Earth Day leads to banners that say things like, “Save Mother Earth” and “Save the Planet,” but that’s wildly egocentric. I’m not the first to say this—a friend recently pointed out that George Carlin said the same thing years ago—but the planet will be fine. We are not going to destroy Planet Earth.

We are, however, destroying us. We are not destroying Earth—we are over a century into destroying the climate that supports human life, though. To be sure, we humans are driving a mass extinction. Climate change is slaughtering thousands of species, so I don’t mean to sound glib. We are clearly destroying much of the planet’s life. You probably doubt that, but you’re a rich man, Trump. Go to a remote resort, and snorkel around some coral reef—let us know how it’s looking.

Still, even with an Anthropocene mass extinction, we are never going to destroy the planet itself. We will suckle the carbon teat for the dollars it gives us until we are gone, but the planet will remain. We are the guy who shoots his whole family before turning the gun on himself but does not burn down the house. The house remains with the remains inside it. The planet will endure, but we will have killed ourselves for the easy cash of carbon.

Yes, we are egocentric, but I feel like you can identify with that. Egocentrism isn’t all bad, though, because a little self-preservation can go a long way. Mr. Trump, here’s a helpful Rosetta Stone: Every time you hear “the planet” or “Mother Earth” or any other synonym, replace it with “Trump’s ass.” You don’t care about taking action to halt climate change to save the planet, but you’ll sure as hell do anything to save Trump’s ass.
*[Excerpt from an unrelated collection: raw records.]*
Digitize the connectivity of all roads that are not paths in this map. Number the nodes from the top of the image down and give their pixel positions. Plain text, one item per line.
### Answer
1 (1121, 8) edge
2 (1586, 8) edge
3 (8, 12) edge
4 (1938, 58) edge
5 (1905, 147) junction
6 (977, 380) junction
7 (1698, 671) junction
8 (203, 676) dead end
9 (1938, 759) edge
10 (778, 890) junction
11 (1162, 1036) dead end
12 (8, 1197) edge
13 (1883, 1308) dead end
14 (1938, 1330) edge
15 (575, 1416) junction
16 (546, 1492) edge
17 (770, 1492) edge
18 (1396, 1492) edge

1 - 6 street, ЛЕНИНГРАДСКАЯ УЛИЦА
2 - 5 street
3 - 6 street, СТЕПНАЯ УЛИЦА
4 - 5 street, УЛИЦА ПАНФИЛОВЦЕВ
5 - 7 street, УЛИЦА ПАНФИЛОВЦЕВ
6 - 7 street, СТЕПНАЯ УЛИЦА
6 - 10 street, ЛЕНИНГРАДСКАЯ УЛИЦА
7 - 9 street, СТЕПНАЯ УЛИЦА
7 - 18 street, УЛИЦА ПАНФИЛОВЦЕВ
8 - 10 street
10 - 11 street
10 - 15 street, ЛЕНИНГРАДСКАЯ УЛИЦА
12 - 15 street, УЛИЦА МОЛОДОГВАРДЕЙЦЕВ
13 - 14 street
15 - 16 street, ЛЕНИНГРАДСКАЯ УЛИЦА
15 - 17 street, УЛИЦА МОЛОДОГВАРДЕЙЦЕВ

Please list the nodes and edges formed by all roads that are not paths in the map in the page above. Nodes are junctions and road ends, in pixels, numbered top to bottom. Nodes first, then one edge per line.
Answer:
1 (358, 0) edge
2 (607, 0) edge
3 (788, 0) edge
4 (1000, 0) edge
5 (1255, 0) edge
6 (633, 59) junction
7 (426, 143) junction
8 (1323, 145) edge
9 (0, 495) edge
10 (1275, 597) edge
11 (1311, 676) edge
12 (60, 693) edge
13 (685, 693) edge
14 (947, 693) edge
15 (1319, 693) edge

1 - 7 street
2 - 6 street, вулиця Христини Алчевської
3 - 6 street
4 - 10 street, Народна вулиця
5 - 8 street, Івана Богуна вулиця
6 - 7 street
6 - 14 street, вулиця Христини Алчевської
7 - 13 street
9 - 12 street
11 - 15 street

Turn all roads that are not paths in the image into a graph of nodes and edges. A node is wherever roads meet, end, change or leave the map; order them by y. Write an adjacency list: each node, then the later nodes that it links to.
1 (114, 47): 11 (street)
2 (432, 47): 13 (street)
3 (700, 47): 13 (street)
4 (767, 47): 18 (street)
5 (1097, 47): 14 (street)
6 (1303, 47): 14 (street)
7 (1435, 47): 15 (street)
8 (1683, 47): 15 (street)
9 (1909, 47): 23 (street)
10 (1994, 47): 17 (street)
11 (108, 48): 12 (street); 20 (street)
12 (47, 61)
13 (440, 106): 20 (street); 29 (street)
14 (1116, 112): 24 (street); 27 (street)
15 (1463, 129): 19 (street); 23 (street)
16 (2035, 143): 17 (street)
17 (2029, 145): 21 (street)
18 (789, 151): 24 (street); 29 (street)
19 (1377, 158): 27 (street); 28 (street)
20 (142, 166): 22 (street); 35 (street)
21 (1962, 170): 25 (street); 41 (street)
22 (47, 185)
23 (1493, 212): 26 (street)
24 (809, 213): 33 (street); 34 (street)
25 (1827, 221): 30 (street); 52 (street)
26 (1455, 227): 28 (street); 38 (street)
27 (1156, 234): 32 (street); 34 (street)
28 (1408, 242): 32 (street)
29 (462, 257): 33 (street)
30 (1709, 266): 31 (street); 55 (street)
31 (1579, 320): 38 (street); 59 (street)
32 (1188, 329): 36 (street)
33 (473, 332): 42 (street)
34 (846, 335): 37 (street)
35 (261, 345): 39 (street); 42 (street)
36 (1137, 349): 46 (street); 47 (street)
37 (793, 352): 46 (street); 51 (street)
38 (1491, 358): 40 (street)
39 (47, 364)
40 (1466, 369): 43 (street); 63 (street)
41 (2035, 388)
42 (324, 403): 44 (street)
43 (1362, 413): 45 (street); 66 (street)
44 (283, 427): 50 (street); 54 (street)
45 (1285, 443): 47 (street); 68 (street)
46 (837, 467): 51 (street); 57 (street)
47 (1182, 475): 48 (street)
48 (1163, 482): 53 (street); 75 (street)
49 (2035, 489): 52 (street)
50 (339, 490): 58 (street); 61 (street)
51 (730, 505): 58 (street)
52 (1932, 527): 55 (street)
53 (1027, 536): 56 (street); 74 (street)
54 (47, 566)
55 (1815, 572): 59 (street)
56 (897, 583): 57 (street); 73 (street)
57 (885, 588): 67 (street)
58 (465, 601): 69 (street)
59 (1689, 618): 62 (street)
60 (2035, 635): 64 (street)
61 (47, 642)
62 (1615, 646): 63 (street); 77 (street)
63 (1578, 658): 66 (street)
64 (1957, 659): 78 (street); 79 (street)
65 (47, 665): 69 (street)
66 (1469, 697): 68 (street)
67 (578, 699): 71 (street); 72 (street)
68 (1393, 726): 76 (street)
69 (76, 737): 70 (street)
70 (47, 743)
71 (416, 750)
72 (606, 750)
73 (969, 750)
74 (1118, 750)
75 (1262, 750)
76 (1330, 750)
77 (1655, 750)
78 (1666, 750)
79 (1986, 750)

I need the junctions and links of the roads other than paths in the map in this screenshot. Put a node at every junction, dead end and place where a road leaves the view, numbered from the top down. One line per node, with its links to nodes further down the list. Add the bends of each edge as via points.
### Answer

So, Mr. Trump, save your ass. Open all the climate accord talks anyone asks you to. Even if we act today, we have still screwed up beyond all comprehension, but if you act immediately, you might, might just save Trump’s ass.

A note to all readers who aren’t Donald Trump: If we are snickering at “Trump’s ass,” replace it with our own names. There is no such thing as a “Climate of One.” We in this mess together. The planet does not care. Our remains will remain, and the rats will gladly take over once we’re gone.